Att ta ansvar för historien : Elevers historiska tänkande kring Förintelsen

Detta är en Uppsats för yrkesexamina på avancerad nivå från Karlstads universitet/Fakulteten för humaniora och samhällsvetenskap (from 2013)

Sammanfattning: The Holocaust is an important part of Swedish history teaching. It tends to exemplify human rights violations and has become a means to educate students to be better citizens. Swedish studies have often focused on students’ historical consciousness. This study aims to examine students’ historical thinking about the Holocaust. Three questions are addressed; how students express substantive knowledge, how students express procedural concepts, and how do students express moral aspects about the Holocaust.

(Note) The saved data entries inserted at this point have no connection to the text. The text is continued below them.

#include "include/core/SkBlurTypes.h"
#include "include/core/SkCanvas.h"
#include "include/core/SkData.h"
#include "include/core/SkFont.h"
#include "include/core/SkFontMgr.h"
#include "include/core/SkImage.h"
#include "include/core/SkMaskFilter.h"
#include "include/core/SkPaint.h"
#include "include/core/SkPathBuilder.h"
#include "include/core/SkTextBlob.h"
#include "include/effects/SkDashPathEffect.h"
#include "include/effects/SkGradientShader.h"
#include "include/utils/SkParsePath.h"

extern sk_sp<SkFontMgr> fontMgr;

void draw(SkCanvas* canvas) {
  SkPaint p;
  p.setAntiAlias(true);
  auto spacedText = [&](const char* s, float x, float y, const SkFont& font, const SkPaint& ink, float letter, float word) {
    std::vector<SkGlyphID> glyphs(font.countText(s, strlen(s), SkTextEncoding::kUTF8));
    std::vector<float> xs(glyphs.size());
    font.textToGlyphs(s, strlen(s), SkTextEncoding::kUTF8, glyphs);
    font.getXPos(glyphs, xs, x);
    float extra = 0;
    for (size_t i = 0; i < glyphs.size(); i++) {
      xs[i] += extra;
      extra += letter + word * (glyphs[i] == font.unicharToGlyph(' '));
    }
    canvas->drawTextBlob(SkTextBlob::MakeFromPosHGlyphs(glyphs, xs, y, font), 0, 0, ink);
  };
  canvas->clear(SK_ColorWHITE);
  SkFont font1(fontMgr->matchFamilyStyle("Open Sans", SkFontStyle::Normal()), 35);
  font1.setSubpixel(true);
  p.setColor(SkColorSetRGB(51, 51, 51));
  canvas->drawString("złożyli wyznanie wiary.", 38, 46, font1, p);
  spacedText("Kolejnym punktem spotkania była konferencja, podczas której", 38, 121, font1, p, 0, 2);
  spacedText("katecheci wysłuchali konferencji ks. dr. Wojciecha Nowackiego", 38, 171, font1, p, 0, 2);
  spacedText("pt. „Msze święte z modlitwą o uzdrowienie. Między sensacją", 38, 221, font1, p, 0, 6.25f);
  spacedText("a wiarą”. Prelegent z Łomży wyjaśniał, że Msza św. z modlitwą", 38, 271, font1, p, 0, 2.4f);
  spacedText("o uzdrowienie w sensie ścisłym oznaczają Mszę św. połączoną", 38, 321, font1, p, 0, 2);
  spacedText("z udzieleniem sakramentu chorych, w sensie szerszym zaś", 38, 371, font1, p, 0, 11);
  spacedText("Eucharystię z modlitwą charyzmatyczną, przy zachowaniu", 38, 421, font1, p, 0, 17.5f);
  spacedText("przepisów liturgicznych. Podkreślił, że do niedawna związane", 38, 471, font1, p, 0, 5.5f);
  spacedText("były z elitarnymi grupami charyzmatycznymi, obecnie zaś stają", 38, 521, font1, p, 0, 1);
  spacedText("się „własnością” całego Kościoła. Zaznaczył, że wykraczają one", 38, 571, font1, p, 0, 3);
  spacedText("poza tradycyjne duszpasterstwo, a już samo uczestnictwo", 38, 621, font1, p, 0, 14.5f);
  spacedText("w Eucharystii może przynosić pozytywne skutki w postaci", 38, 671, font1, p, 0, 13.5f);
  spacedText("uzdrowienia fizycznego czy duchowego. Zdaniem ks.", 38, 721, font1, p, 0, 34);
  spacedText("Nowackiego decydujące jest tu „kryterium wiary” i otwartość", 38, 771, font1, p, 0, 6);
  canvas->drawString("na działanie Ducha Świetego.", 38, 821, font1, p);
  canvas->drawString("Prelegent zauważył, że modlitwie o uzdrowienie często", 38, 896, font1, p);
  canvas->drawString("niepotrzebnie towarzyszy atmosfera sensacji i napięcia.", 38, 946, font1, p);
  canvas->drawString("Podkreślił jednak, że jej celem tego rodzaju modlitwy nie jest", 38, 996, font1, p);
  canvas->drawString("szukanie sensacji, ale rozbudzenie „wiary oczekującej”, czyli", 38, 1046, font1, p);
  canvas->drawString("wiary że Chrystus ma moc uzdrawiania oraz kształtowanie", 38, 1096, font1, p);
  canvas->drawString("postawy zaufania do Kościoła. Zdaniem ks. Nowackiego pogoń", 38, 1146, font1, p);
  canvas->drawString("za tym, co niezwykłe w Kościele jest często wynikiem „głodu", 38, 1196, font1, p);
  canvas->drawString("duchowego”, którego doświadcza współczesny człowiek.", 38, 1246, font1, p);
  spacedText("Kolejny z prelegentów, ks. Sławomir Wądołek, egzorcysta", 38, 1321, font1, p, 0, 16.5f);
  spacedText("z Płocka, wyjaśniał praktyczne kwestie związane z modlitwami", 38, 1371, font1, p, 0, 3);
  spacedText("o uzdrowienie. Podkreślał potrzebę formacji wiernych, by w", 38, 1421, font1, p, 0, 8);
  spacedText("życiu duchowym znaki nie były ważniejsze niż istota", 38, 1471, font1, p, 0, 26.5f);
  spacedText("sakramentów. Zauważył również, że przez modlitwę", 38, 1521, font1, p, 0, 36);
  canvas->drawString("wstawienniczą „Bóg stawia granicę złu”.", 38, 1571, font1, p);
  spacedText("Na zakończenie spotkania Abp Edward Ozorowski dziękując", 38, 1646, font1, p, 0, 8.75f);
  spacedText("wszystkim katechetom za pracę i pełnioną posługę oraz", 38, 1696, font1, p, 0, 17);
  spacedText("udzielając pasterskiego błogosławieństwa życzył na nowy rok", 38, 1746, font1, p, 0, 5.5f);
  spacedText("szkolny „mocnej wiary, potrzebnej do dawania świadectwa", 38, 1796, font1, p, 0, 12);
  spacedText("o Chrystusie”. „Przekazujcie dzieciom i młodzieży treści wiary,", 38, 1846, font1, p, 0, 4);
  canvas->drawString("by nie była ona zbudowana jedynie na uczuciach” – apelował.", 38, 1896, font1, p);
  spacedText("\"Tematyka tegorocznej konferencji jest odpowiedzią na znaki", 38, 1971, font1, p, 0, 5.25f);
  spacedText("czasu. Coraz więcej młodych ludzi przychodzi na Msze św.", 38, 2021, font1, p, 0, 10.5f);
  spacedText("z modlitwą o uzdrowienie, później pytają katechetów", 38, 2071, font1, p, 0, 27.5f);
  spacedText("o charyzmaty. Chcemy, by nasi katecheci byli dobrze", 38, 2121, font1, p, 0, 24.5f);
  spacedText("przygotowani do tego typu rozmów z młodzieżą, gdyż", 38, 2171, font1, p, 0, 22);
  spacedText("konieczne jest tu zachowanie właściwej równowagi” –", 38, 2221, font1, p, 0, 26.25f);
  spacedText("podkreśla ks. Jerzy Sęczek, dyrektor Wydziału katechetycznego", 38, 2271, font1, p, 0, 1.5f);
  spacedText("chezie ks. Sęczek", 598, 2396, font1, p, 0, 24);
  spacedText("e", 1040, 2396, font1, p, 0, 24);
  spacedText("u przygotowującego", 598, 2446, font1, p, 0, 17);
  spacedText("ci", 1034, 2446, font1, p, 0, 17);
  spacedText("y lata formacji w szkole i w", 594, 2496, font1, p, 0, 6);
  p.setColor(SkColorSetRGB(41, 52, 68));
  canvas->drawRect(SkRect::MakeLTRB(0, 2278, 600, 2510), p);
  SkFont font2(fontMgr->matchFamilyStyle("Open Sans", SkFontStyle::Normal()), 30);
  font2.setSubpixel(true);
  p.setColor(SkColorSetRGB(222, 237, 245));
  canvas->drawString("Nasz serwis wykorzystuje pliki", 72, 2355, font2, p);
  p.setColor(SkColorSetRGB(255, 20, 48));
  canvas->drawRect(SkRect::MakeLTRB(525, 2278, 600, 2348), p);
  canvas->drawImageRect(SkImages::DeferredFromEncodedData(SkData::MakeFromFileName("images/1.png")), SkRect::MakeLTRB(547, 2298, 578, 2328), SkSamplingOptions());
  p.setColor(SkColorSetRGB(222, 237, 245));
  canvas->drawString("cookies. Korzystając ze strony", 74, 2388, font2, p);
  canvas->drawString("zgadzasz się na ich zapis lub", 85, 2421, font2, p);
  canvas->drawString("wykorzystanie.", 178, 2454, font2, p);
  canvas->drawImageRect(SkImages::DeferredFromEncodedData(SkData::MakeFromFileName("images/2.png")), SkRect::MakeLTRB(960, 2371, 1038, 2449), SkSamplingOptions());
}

The material was created during the authors’ teaching practice (in Swedish VFU) and consists of 28 students’ texts. To analyze the material qualitative content analysis was used. Procedural concepts such as continuity and change, cause and consequence, historical agency and, moral aspects, were also used as tools to interpret students’ texts about what was the cause of the Holocaust. The results show that students made implicit references to different procedural concepts when describing how the Holocaust happened. Students often referred to anti-Semitism, Adolf Hitler, and the developed train system as causes for the Holocaust. They tended to understand Hitler as the founder of anti-Semitism and Nazism. He was described to convince the German people to vote for him. Structures and agency of other actors, therefore, disappeared leading to a shallow understanding of the Holocaust. The author of the study argues for a Holocaust education that uses Alice Pettigrews’ concept of “powerful knowledge” and Gert Biestas’ notion of qualification, socialization, and subjectification, to develop students’ moral and civic understanding.